BEGIN
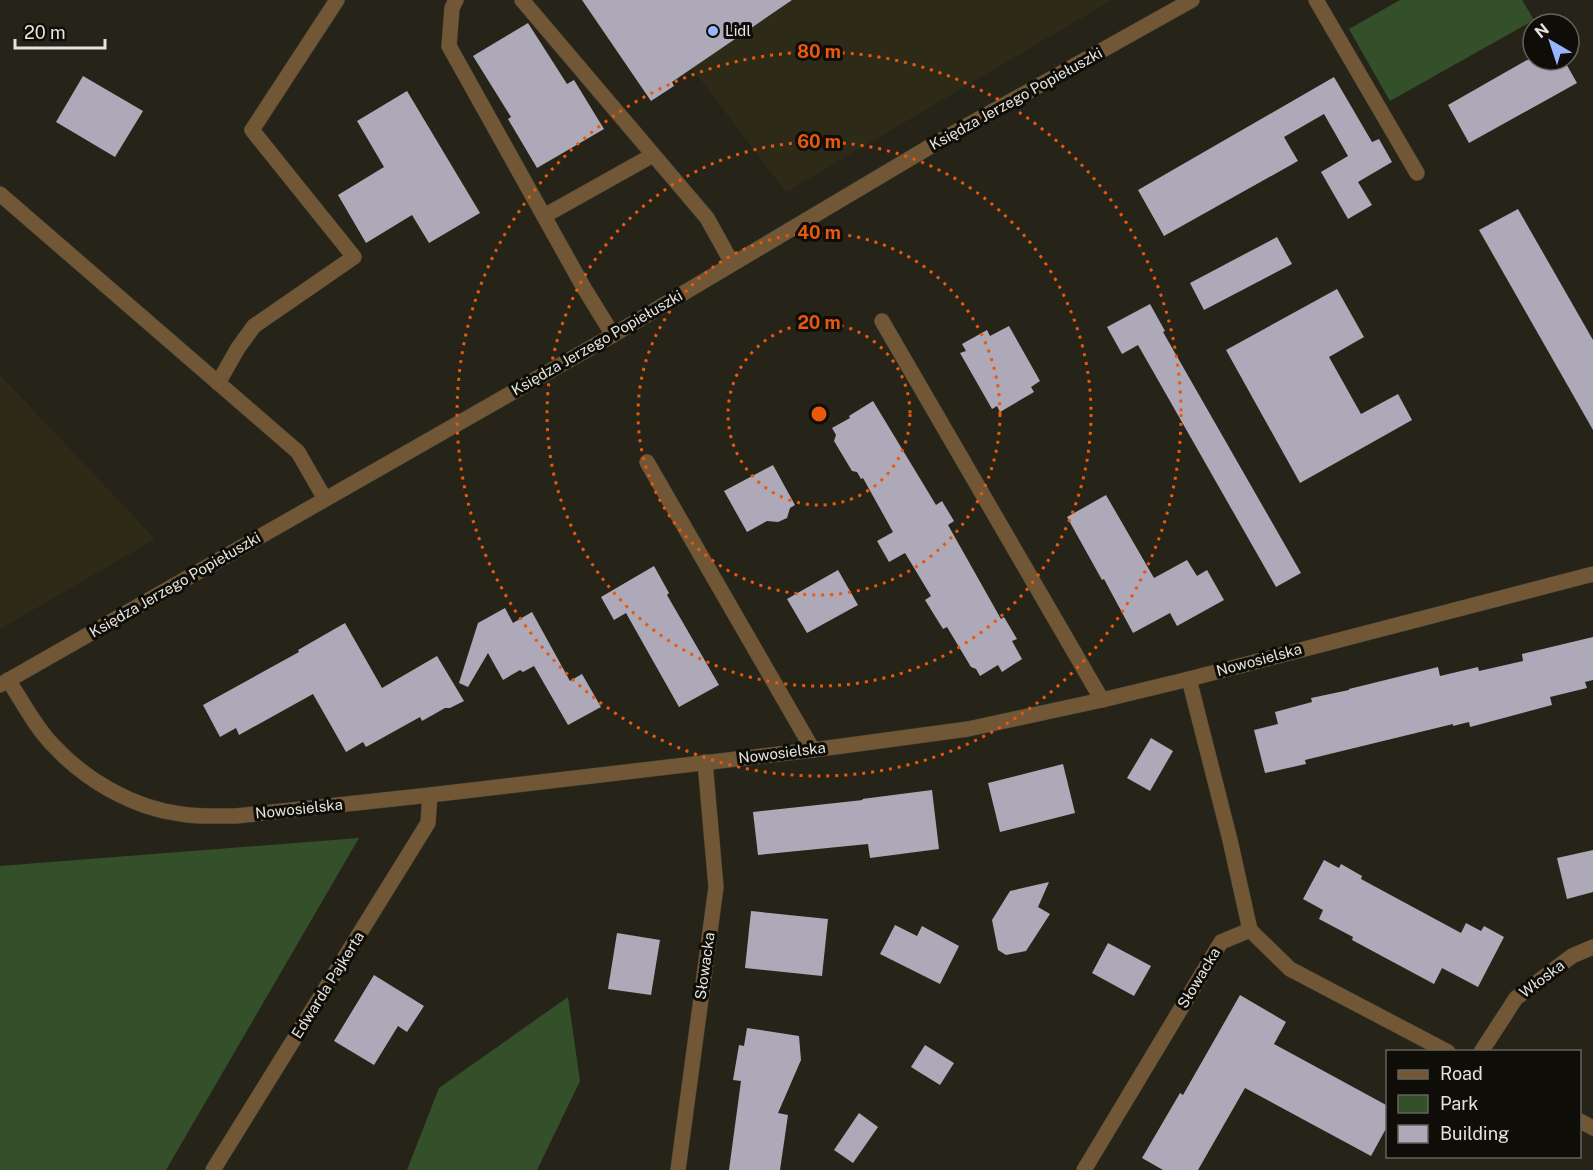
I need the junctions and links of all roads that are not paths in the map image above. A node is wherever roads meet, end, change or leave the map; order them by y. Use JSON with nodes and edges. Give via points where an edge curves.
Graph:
{"nodes":[{"id":1,"x":337,"y":0,"type":"edge"},
{"id":2,"x":456,"y":0,"type":"edge"},
{"id":3,"x":522,"y":0,"type":"edge"},
{"id":4,"x":1192,"y":0,"type":"edge"},
{"id":5,"x":1316,"y":0,"type":"edge"},
{"id":6,"x":653,"y":155,"type":"junction"},
{"id":7,"x":1417,"y":173,"type":"dead end"},
{"id":8,"x":0,"y":194,"type":"edge"},
{"id":9,"x":544,"y":216,"type":"junction"},
{"id":10,"x":732,"y":263,"type":"junction"},
{"id":11,"x":882,"y":321,"type":"dead end"},
{"id":12,"x":613,"y":335,"type":"junction"},
{"id":13,"x":218,"y":383,"type":"junction"},
{"id":14,"x":647,"y":462,"type":"dead end"},
{"id":15,"x":325,"y":499,"type":"junction"},
{"id":16,"x":1593,"y":574,"type":"edge"},
{"id":17,"x":1190,"y":679,"type":"junction"},
{"id":18,"x":4,"y":683,"type":"edge"},
{"id":19,"x":1102,"y":700,"type":"junction"},
{"id":20,"x":813,"y":750,"type":"junction"},
{"id":21,"x":705,"y":762,"type":"junction"},
{"id":22,"x":430,"y":795,"type":"junction"},
{"id":23,"x":1250,"y":930,"type":"junction"},
{"id":24,"x":1593,"y":947,"type":"edge"},
{"id":25,"x":1444,"y":1050,"type":"edge"},
{"id":26,"x":1482,"y":1050,"type":"edge"},
{"id":27,"x":213,"y":1170,"type":"edge"},
{"id":28,"x":678,"y":1170,"type":"edge"},
{"id":29,"x":1084,"y":1170,"type":"edge"}],
"edges":[{"from":1,"to":13,"type":"street","via":[[252,130],[354,257],[254,326]]},
{"from":2,"to":9,"type":"street","via":[[449,45]]},
{"from":3,"to":6,"type":"street"},
{"from":4,"to":10,"type":"street","name":"Księdza Jerzego Popiełuszki"},
{"from":5,"to":7,"type":"street"},
{"from":6,"to":9,"type":"street"},
{"from":6,"to":10,"type":"street","via":[[707,218]]},
{"from":8,"to":13,"type":"street"},
{"from":9,"to":12,"type":"street"},
{"from":10,"to":12,"type":"street","name":"Księdza Jerzego Popiełuszki"},
{"from":11,"to":19,"type":"street"},
{"from":12,"to":15,"type":"street","name":"Księdza Jerzego Popiełuszki"},
{"from":13,"to":15,"type":"street","via":[[298,452]]},
{"from":14,"to":20,"type":"street"},
{"from":15,"to":18,"type":"street","name":"Księdza Jerzego Popiełuszki"},
{"from":16,"to":17,"type":"street","name":"Nowosielska"},
{"from":17,"to":19,"type":"street","name":"Nowosielska"},
{"from":17,"to":23,"type":"street"},
{"from":18,"to":22,"type":"street","name":"Nowosielska","via":[[68,760],[119,794],[165,811],[236,816]]},
{"from":19,"to":20,"type":"street","name":"Nowosielska","via":[[968,729]]},
{"from":20,"to":21,"type":"street","name":"Nowosielska"},
{"from":21,"to":22,"type":"street","name":"Nowosielska"},
{"from":21,"to":28,"type":"street","name":"Słowacka","via":[[716,887]]},
{"from":22,"to":27,"type":"street","name":"Edwarda Pajkerta","via":[[428,823]]},
{"from":23,"to":25,"type":"street","via":[[1290,969]]},
{"from":23,"to":29,"type":"street","name":"Słowacka","via":[[1221,942]]},
{"from":24,"to":26,"type":"street","name":"Włoska","via":[[1572,956],[1516,998]]}]}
END
- _What to produce_:
Copy out all of the material exactly as written, without its pictures.

- _Output of the exercise_:
I need the junctions and links of all roads that are not paths in the map image above. A node is wherever roads meet, end, change or leave the map; order them by y. Use JSON with nodes and edges. Give via points where an edge curves.
Graph:
{"nodes":[{"id":1,"x":337,"y":0,"type":"edge"},
{"id":2,"x":456,"y":0,"type":"edge"},
{"id":3,"x":522,"y":0,"type":"edge"},
{"id":4,"x":1192,"y":0,"type":"edge"},
{"id":5,"x":1316,"y":0,"type":"edge"},
{"id":6,"x":653,"y":155,"type":"junction"},
{"id":7,"x":1417,"y":173,"type":"dead end"},
{"id":8,"x":0,"y":194,"type":"edge"},
{"id":9,"x":544,"y":216,"type":"junction"},
{"id":10,"x":732,"y":263,"type":"junction"},
{"id":11,"x":882,"y":321,"type":"dead end"},
{"id":12,"x":613,"y":335,"type":"junction"},
{"id":13,"x":218,"y":383,"type":"junction"},
{"id":14,"x":647,"y":462,"type":"dead end"},
{"id":15,"x":325,"y":499,"type":"junction"},
{"id":16,"x":1593,"y":574,"type":"edge"},
{"id":17,"x":1190,"y":679,"type":"junction"},
{"id":18,"x":4,"y":683,"type":"edge"},
{"id":19,"x":1102,"y":700,"type":"junction"},
{"id":20,"x":813,"y":750,"type":"junction"},
{"id":21,"x":705,"y":762,"type":"junction"},
{"id":22,"x":430,"y":795,"type":"junction"},
{"id":23,"x":1250,"y":930,"type":"junction"},
{"id":24,"x":1593,"y":947,"type":"edge"},
{"id":25,"x":1444,"y":1050,"type":"edge"},
{"id":26,"x":1482,"y":1050,"type":"edge"},
{"id":27,"x":213,"y":1170,"type":"edge"},
{"id":28,"x":678,"y":1170,"type":"edge"},
{"id":29,"x":1084,"y":1170,"type":"edge"}],
"edges":[{"from":1,"to":13,"type":"street","via":[[252,130],[354,257],[254,326]]},
{"from":2,"to":9,"type":"street","via":[[449,45]]},
{"from":3,"to":6,"type":"street"},
{"from":4,"to":10,"type":"street","name":"Księdza Jerzego Popiełuszki"},
{"from":5,"to":7,"type":"street"},
{"from":6,"to":9,"type":"street"},
{"from":6,"to":10,"type":"street","via":[[707,218]]},
{"from":8,"to":13,"type":"street"},
{"from":9,"to":12,"type":"street"},
{"from":10,"to":12,"type":"street","name":"Księdza Jerzego Popiełuszki"},
{"from":11,"to":19,"type":"street"},
{"from":12,"to":15,"type":"street","name":"Księdza Jerzego Popiełuszki"},
{"from":13,"to":15,"type":"street","via":[[298,452]]},
{"from":14,"to":20,"type":"street"},
{"from":15,"to":18,"type":"street","name":"Księdza Jerzego Popiełuszki"},
{"from":16,"to":17,"type":"street","name":"Nowosielska"},
{"from":17,"to":19,"type":"street","name":"Nowosielska"},
{"from":17,"to":23,"type":"street"},
{"from":18,"to":22,"type":"street","name":"Nowosielska","via":[[68,760],[119,794],[165,811],[236,816]]},
{"from":19,"to":20,"type":"street","name":"Nowosielska","via":[[968,729]]},
{"from":20,"to":21,"type":"street","name":"Nowosielska"},
{"from":21,"to":22,"type":"street","name":"Nowosielska"},
{"from":21,"to":28,"type":"street","name":"Słowacka","via":[[716,887]]},
{"from":22,"to":27,"type":"street","name":"Edwarda Pajkerta","via":[[428,823]]},
{"from":23,"to":25,"type":"street","via":[[1290,969]]},
{"from":23,"to":29,"type":"street","name":"Słowacka","via":[[1221,942]]},
{"from":24,"to":26,"type":"street","name":"Włoska","via":[[1572,956],[1516,998]]}]}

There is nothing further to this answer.